The most dangerous tendency, in other words, may not be a deliberate course of conflict--but rather for the former Cold War allies, their political glue dissolved, to move apart without intending to.

“Competing and diverging systems, or blocs, will tend to seek their own ‘good’ as each conceives it,” warned the State Department’s Vlahos.

“The Big Three will surely want to keep things as stable and as open as possible. Yet in the absence of a true global culture, however artificial, by what set of economic values is business to be conducted?” he asked. “The familiar ways American culture does business will no longer be forced on the world. The Big Three will drift.”



All this has statesmen searching for new structures to re-establish lost stability to the world--and musing that the Cold War was not all bad.

But the initial steps in that direction have been halting. In October, Secretary of State James A. Baker III proposed a NATO-like security organization for the Persian Gulf. Congress responded skeptically. So did the gulf countries.

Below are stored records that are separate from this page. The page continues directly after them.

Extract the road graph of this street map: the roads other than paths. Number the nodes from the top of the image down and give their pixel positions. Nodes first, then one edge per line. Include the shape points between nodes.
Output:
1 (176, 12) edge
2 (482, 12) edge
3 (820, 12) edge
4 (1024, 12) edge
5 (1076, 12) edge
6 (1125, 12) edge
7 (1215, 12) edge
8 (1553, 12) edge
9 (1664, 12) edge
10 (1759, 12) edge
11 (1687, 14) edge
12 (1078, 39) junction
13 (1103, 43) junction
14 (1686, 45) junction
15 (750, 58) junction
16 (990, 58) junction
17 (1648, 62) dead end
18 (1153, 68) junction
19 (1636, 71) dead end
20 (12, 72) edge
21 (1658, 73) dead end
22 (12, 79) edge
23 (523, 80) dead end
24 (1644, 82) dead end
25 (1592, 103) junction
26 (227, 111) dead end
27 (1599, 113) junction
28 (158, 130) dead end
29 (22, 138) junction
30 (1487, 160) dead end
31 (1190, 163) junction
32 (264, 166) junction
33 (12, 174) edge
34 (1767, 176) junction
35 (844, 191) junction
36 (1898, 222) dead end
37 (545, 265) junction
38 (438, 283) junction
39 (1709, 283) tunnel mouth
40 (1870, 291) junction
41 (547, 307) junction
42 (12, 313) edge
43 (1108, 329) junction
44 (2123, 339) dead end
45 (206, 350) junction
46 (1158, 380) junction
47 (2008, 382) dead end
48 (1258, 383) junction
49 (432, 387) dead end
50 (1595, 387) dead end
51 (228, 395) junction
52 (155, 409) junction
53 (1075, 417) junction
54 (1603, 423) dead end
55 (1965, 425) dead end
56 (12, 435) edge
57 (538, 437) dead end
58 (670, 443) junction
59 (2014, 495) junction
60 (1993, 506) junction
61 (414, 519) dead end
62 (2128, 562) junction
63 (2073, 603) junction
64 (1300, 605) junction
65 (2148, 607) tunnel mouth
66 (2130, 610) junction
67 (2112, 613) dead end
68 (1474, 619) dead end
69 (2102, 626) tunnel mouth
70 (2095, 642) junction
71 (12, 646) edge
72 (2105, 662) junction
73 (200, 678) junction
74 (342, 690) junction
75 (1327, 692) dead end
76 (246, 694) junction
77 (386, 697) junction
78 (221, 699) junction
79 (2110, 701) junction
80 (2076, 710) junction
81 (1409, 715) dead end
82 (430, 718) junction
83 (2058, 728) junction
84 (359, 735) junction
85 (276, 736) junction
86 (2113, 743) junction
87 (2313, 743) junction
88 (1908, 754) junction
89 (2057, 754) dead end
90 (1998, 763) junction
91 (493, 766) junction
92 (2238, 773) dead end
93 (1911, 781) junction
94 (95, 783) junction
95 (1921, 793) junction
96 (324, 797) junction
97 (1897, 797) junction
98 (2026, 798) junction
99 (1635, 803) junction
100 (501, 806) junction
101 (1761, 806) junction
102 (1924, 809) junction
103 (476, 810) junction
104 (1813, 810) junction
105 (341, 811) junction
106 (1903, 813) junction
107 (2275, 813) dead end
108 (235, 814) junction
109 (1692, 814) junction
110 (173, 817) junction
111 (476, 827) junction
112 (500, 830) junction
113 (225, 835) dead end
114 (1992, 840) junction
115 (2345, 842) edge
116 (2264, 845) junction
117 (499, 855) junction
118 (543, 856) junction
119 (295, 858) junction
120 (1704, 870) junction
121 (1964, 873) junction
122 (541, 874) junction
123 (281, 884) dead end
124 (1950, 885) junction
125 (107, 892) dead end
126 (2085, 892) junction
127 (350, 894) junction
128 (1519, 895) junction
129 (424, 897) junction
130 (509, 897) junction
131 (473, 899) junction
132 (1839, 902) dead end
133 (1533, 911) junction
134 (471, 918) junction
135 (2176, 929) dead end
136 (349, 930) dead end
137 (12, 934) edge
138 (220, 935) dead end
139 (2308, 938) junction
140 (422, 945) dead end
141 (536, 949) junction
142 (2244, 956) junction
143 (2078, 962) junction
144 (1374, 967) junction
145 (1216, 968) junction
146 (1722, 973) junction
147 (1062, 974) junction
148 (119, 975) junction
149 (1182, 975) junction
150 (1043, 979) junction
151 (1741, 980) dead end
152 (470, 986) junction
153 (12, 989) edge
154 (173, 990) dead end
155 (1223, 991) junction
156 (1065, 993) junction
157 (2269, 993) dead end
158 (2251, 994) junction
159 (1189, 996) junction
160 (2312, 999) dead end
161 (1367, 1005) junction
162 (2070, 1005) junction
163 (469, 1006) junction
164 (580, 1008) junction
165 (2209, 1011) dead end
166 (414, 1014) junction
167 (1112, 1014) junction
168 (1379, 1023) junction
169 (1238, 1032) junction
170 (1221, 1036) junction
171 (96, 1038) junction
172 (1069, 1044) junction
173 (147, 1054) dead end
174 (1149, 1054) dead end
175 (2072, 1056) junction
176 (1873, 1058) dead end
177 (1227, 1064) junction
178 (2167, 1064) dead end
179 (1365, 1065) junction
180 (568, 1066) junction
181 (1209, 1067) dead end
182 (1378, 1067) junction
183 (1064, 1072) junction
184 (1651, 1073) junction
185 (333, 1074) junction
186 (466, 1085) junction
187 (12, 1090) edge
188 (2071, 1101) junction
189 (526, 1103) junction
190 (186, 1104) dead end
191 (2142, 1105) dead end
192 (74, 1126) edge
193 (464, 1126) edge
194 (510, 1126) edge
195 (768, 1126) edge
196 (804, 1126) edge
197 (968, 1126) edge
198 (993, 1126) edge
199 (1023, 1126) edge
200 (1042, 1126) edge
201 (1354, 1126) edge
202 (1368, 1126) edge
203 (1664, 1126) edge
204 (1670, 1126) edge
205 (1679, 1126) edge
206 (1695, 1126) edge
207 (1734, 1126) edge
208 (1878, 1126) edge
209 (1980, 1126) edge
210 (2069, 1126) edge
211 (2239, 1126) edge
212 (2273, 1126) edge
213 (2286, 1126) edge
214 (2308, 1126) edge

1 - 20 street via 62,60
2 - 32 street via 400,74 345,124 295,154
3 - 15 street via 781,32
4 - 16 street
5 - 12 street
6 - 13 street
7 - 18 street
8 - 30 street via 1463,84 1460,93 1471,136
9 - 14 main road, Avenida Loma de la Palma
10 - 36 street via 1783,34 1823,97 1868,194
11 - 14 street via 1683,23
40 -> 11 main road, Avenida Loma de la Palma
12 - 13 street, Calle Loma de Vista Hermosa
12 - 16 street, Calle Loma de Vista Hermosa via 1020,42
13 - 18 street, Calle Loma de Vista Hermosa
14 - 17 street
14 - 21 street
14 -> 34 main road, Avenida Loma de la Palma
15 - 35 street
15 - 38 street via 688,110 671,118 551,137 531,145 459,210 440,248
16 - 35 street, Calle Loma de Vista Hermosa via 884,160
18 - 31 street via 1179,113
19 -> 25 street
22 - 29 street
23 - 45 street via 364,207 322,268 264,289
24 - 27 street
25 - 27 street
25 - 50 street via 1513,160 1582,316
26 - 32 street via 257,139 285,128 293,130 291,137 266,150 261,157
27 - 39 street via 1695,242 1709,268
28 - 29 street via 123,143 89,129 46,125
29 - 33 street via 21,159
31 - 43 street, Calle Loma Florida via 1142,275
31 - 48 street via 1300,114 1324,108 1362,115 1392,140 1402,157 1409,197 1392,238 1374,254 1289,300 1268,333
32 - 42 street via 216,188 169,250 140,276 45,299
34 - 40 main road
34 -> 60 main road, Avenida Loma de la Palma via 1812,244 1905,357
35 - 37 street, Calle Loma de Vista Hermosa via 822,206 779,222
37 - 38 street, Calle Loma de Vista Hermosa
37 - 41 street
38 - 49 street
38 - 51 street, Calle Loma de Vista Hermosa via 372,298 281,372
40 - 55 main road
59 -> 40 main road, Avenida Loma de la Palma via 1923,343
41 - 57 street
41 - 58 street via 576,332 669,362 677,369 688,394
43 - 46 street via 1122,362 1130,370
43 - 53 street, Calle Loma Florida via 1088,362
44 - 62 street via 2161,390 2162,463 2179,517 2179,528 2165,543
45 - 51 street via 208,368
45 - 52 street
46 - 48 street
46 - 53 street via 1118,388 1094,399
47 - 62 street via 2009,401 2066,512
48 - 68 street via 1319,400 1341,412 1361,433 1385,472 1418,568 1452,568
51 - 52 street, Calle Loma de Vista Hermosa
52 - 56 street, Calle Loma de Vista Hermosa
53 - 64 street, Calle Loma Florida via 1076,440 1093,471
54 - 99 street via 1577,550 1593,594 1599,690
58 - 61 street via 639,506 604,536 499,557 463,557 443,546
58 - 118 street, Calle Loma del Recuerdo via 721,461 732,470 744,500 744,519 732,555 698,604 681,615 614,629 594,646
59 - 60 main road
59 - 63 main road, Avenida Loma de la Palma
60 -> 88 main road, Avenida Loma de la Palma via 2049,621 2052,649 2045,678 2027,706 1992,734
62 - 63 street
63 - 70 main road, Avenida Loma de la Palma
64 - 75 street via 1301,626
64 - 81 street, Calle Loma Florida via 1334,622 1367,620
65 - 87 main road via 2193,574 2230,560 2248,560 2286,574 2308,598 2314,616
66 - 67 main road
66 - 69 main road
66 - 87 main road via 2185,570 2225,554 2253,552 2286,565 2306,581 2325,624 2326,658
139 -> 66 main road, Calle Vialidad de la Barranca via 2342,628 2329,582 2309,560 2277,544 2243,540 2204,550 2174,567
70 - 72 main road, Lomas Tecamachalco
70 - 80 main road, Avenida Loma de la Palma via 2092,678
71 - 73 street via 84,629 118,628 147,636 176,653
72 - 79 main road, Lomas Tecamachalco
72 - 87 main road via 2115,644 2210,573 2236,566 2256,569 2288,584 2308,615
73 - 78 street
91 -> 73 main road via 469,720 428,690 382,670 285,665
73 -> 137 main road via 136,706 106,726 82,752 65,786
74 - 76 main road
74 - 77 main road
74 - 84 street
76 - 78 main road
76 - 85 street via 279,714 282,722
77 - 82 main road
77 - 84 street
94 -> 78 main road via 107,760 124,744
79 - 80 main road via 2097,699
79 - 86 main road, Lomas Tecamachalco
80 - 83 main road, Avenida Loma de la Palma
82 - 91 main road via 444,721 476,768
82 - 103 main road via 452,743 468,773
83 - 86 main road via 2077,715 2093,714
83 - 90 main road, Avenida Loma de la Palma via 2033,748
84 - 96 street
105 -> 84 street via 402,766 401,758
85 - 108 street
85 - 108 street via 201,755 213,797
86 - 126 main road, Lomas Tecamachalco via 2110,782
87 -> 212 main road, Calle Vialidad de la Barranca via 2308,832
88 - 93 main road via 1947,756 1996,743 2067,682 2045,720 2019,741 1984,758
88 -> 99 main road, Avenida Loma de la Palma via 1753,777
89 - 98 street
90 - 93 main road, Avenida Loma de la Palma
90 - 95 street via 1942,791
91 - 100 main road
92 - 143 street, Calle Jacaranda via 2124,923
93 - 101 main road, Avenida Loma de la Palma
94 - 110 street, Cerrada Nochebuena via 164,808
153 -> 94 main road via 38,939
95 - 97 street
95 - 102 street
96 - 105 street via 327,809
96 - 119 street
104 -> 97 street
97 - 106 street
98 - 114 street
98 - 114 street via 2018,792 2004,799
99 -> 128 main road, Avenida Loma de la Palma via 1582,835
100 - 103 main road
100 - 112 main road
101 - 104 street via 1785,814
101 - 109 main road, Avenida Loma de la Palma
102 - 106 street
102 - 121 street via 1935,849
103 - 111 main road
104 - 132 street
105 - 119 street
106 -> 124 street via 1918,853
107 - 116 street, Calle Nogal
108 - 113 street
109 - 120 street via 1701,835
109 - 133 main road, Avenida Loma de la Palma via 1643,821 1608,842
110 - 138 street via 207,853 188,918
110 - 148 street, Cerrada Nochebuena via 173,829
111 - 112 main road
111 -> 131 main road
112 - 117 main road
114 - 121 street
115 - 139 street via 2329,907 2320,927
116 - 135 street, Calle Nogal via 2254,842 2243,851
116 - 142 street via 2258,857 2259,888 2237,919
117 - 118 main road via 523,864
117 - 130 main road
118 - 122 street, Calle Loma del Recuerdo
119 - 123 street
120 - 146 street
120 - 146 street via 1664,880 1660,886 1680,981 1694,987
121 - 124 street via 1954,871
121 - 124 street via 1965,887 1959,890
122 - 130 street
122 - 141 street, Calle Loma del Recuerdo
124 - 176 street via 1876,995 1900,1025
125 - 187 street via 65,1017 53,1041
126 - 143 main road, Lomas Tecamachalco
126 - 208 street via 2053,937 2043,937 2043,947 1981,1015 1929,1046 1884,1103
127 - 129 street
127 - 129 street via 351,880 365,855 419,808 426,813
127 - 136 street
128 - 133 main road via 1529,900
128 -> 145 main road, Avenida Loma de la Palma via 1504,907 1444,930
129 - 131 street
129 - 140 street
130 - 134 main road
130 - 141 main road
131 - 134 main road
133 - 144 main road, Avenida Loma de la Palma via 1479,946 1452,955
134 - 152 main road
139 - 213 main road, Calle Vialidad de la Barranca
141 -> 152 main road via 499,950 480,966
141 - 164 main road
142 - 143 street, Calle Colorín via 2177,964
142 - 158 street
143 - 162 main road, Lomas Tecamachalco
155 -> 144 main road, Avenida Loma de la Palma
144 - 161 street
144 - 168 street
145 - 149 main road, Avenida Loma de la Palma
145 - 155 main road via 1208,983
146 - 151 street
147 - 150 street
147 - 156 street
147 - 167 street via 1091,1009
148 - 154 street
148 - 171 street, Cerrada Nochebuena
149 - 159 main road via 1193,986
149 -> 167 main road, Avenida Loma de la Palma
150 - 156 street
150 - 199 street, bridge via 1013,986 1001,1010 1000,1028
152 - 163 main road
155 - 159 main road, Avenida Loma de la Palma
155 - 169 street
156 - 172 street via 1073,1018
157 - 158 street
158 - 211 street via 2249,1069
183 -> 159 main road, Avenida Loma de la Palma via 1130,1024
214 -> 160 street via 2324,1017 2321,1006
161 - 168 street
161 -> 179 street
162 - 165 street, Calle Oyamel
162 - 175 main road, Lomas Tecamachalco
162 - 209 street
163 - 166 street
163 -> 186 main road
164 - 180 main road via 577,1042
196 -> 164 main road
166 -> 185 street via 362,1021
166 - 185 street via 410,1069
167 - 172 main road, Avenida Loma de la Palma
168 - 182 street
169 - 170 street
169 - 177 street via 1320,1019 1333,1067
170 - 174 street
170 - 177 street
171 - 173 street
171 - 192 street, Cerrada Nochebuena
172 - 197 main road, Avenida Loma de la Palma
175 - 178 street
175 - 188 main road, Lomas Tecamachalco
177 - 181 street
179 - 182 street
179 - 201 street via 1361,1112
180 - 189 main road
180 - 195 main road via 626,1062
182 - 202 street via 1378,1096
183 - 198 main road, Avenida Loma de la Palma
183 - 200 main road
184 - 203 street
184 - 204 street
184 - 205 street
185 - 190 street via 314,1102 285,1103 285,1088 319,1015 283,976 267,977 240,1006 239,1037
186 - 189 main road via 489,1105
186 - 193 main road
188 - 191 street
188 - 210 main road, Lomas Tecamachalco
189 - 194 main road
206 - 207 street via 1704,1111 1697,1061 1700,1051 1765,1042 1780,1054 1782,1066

Even in Europe, the progress toward what strategists call “a new architecture” has been slow. Some have argued that the 35-nation Conference on Security and Cooperation in Europe (CSCE) should be the center of a new system to guarantee the Continent’s stability, but others argue that CSCE, which gives tiny nations like San Marino (population 24,000) the same voting weight as the United States is likely to be an unwieldy mechanism.


Others have suggested the European Community should take on a defense and security role; the United States and the Soviet Union both dislike that proposal because it leaves them out.

The official policy of the Bush Administration is that NATO should become the key security institution for Europe, although U.S. officials admit that it may not work. “NATO is undergoing a transformation,” Scowcroft said. “Whether it will be successful or not, I don’t know.”

Some analysts argue that a world devoted to economic competition may not need a formal new security structure at all.

“There’s no self-evident need for one,” asserted Francis Fukuyama of Santa Monica’s RAND Corp. “Maybe you need security organizations to take care of these little things like Iraq, but for the most part more serious countries really aren’t going to bother each other very much.”


The paradoxical result, in the words of a State Department forecast, is “a world with few threats--and fewer real allies.”